"Well, what's the matter?" interrupted Madge. "What have you got to grumble at now, I should like to know?"

She spoke sharply, for, with all her kindness, she could not bear to have the younger ones finding fault with anything she did. So long as they were duly grateful she would work hard to amuse them; but the moment they began to criticise her conduct in any way there was trouble.

"Do you think you could have chosen anything better yourself?" she said scornfully. "You had better try next time if you think it's so easy!"

"I didn't say the things were not nice things," observed John in his quiet obstinate way. "I never meant that. Only I can't understand how you spent our money. That's all."

"Why it's as simple as A B C!" broke out Madge. "Just listen, you little silly, and I'll tell you. I took five shillings and sevenpence, didn't I?"

"Of course you did!
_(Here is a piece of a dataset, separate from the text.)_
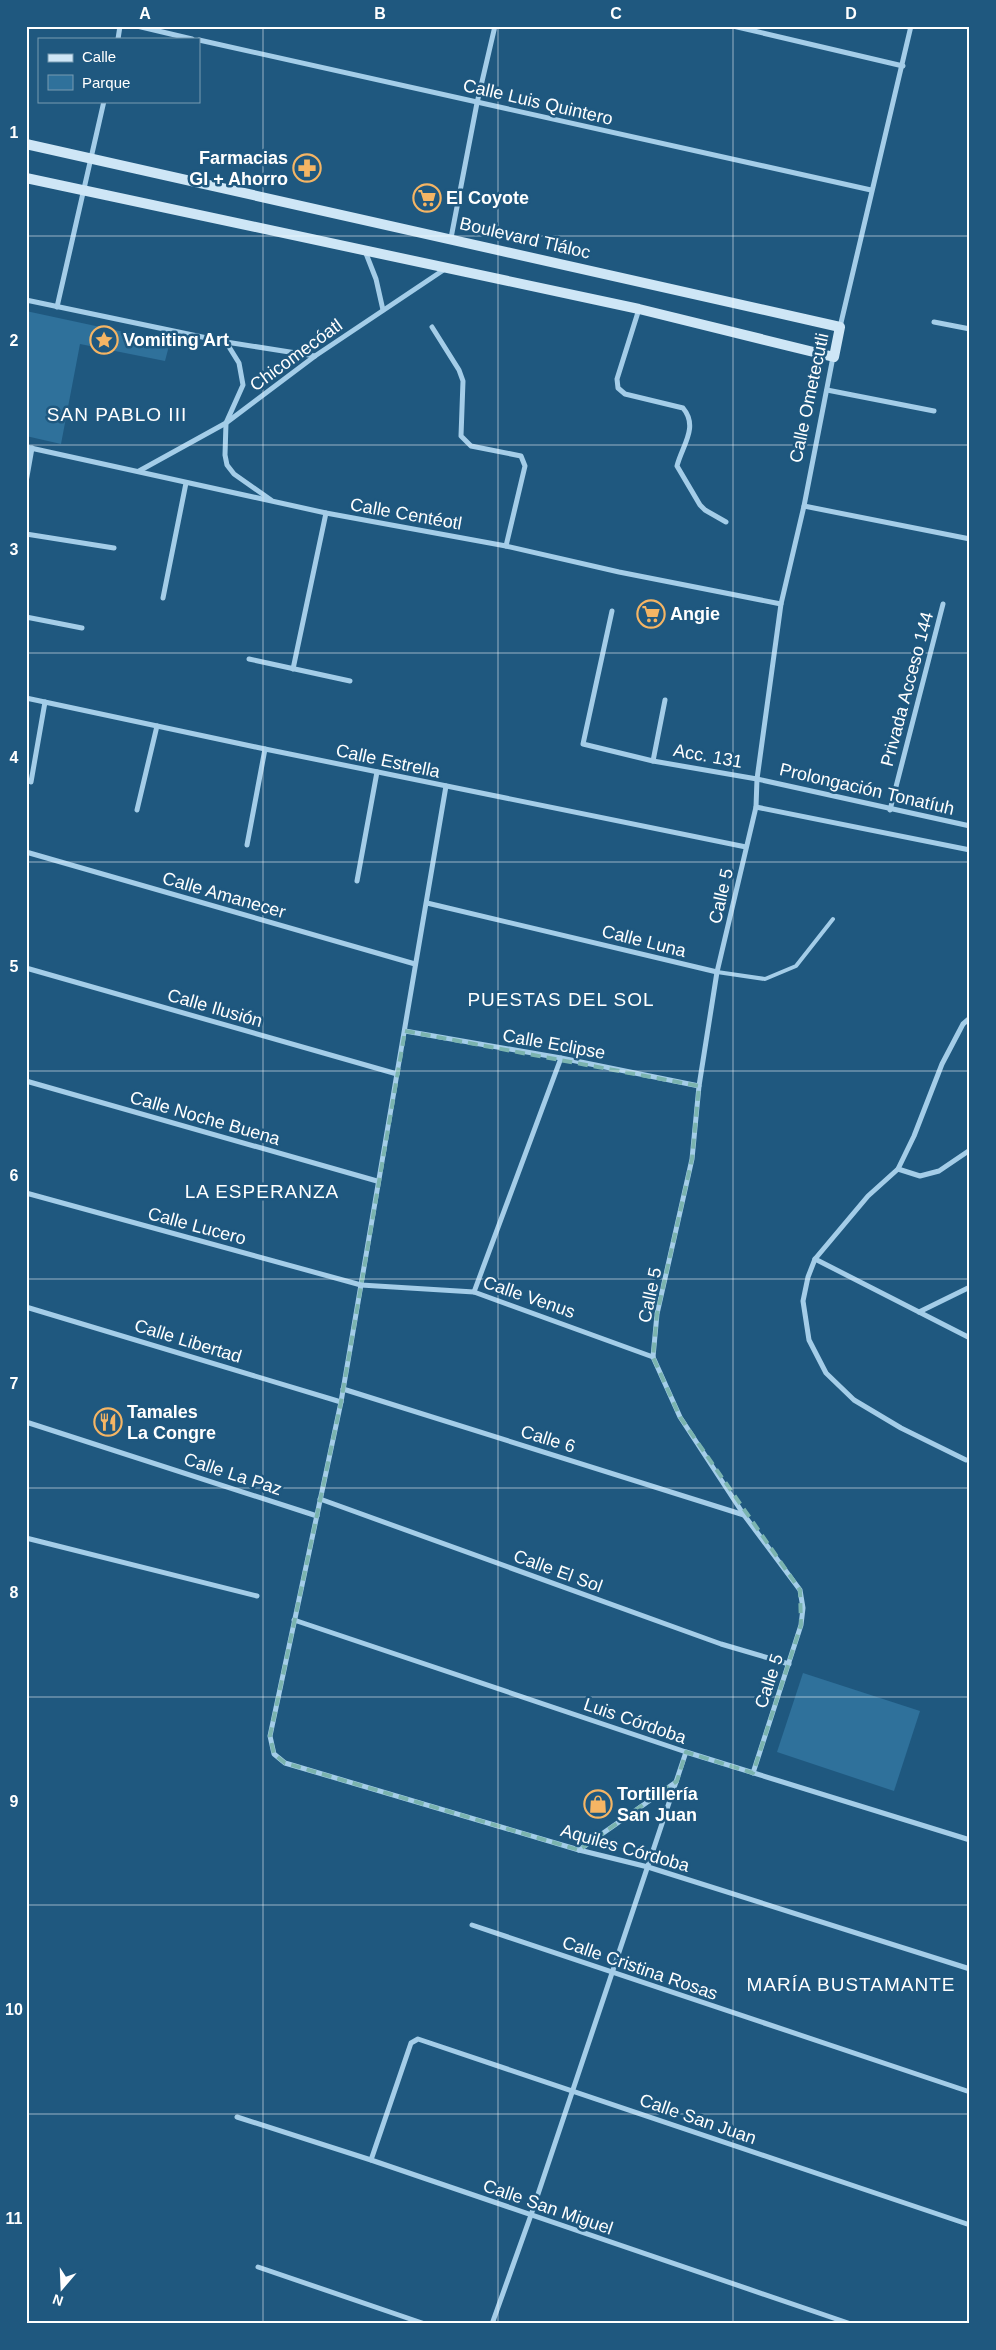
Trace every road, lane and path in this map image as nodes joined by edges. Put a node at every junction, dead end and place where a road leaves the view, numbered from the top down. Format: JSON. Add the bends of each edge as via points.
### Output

In the brown bag," answered Betty, although nobody had spoken to her.

John merely nodded his head to show that he was following the argument up to this point.

"And as the money belonged to us all we were all to share alike," proceeded Madge rapidly. "So I got a ship and a doll and a knife, each costing a shilling. And we had one apiece. That's three shillings. Then the whip and the trumpet and the tea-pot cost sixpence each. That comes to four shillings and sixpence. And the packets of sugar-plums, and pipes for blowing soap-bubbles, come to tenpence. That makes five shillings and four-pence. And—and—"

"And that's all!" interrupted John. "But you took five shillings and sevenpence in the brown bag, you know. I remember counting it; didn't we, Betty?"

"Oh, I'm well aware of that!" cried Madge impatiently. "If you will only just keep quiet I can make it right in a moment. I must have added up wrongly while you were chattering." And spreading all the purchases out on the table she tried to count them more carefully over again, repeating their prices as she did so. But it was no use. Try as she might her accounts would not come perfectly right. There was threepence missing, and Madge could not account for it at all.